(Hong Kong) Le magnat des médias hongkongais Jimmy Lai, critique envers Pékin, a comparu samedi matin devant un tribunal pour répondre d’une inculpation pour « collusion avec des puissances étrangères », qui lui fait encourir la prison à vie.

Âgé de 73 ans, Jimmy Lai est la personnalité hongkongaise la plus connue visée par la loi sur la sécurité nationale, imposée fin juin par Pékin, et destinée à mettre fin aux manifestations prodémocratie monstres qui ont secoué le territoire semi-autonome l’an passé.  

Il lui est reproché d’avoir appelé des gouvernements à sanctionner Hong Kong et la Chine, en réponse à la répression du mouvement prodémocratie dans la ville.

Le nouveau département de la sécurité nationale de la police l’a ainsi accusé vendredi de « collusion avec un pays étranger ou avec des éléments extérieurs dans le but de mettre en danger la sécurité nationale ».

Le procureur a affirmé au tribunal que l’infraction commise par M. Lai était d’avoir demandé, du 1er juillet au 1er décembre, qu’un pays étranger, une institution, une organisation ou un individu en dehors de la Chine continentale, de Hong Kong et de Macao « impose des sanctions ou un blocus, ou se livre à d’autres activités hostiles » contre Hong Kong et la Chine.

Vêtu d’un costume, apparemment calme, M. Lai a déclaré qu’il admettait les accusations.

L’un des six magistrats triés sur le volet par la dirigeante pro-Pékin de la ville, Carrie Lam, pour s’occuper des affaires de sécurité nationale, a déclaré que l’accusation avait besoin de temps pour enquêter sur plus d’un millier de messages issus des comptes Twitter de M. Lai, des interviews qu’il a données et des visites à l’étranger.

Après l’audience, les partisans de M. Lai ont crié des mots d’encouragement au magnat, déjà incarcéré pour des accusations de « fraude ».

Patron du tabloïd Apple Daily, M. Lai est connu pour son engagement dans le camp prodémocratie et ses critiques acerbes de l’exécutif hongkongais, aligné sur Pékin.

Citant plusieurs sources, son journal a affirmé que l’affaire tournait en grande partie autour de messages postés sur les réseaux sociaux et d’interviews accordées par Jimmy Lai aux médias occidentaux.

Le quotidien rapporte que, selon la police, Jimmy Lai suivaient 53 personnes sur Twitter, dont le secrétaire d’État américain Mike Pompeo, le président taïwanais Tsai Ing-wen et un membre du parti conservateur britannique, Luke de Pulford, et qu’il comptait lui-même 120 000 abonnés, dont les leaders des manifestations étudiantes de Tiananmen, Wang Dan et Wuer Kai Xi.
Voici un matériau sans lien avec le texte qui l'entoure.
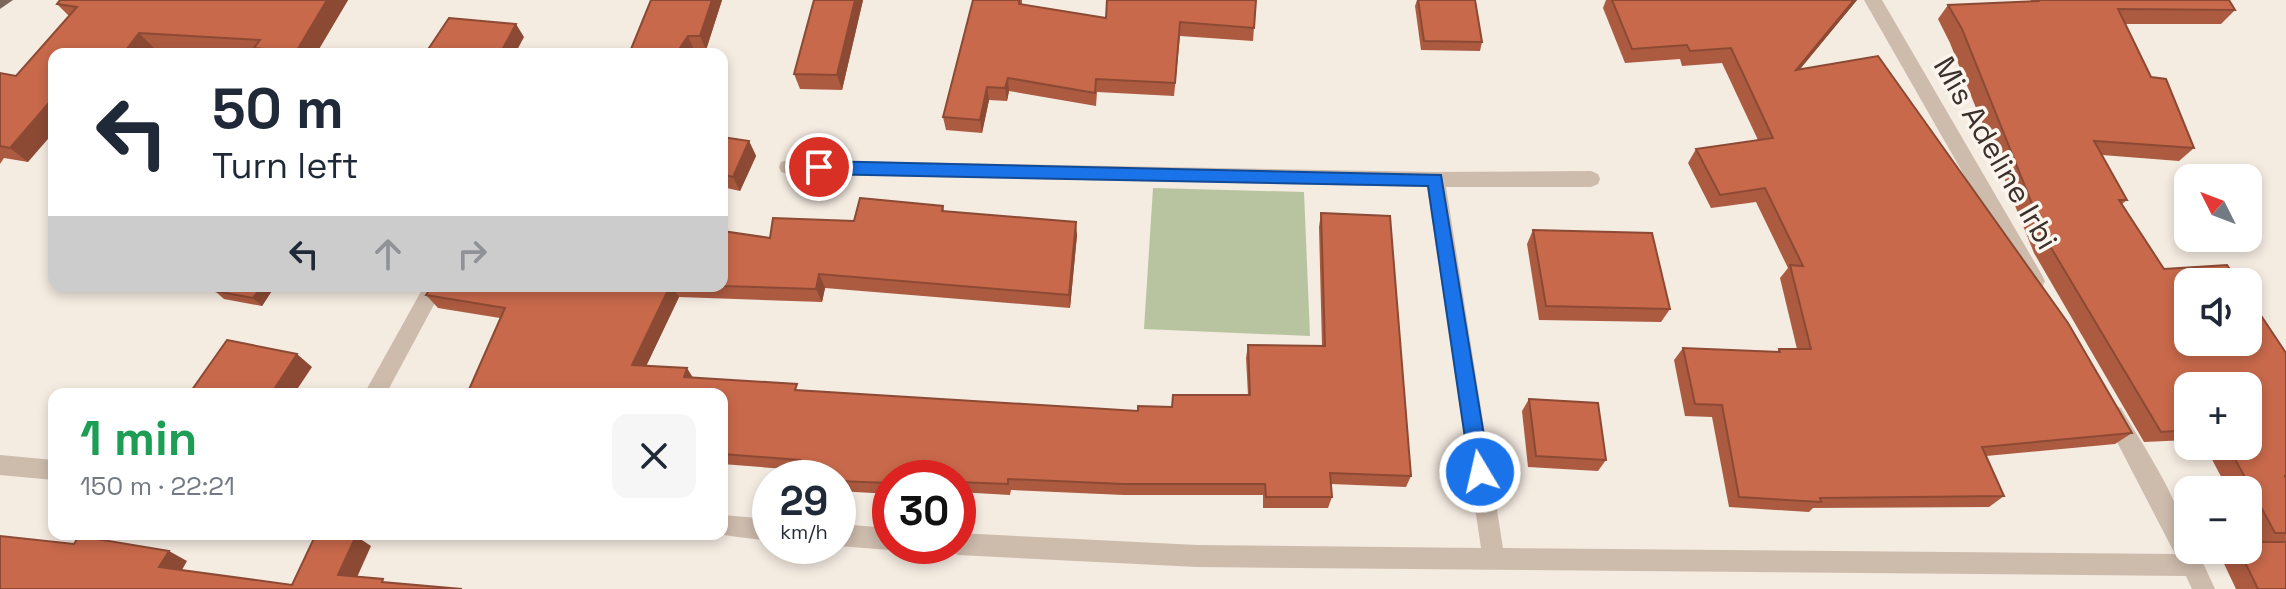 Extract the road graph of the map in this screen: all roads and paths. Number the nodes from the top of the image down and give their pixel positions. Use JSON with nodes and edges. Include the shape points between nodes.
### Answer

Il assure aussi que M. Lai a accordé des interviews à CNN, Fox News, Bloomberg, le New York Times, la BBC, des médias chinois ainsi que d’autres médias étrangers appelant au soutien de l’Occident et à des sanctions contre la Chine.

Le gouvernement britannique s’est dit « très préoccupé » vendredi après son inculpation.  

La semaine dernière, il s’était vu refuser la liberté sous caution et avait été placé en détention provisoire jusqu’en avril après avoir été accusé de fraude.

Trois célèbres militants prodémocratie Joshua Wong, Agnes Chow et Ivan Lam avaient par ailleurs été condamnés à de la prison ferme.

Vendredi, un militant de 19 ans a été reconnu coupable d’outrage au drapeau chinois et de rassemblement illégal en mai 2019 devant le Parlement local.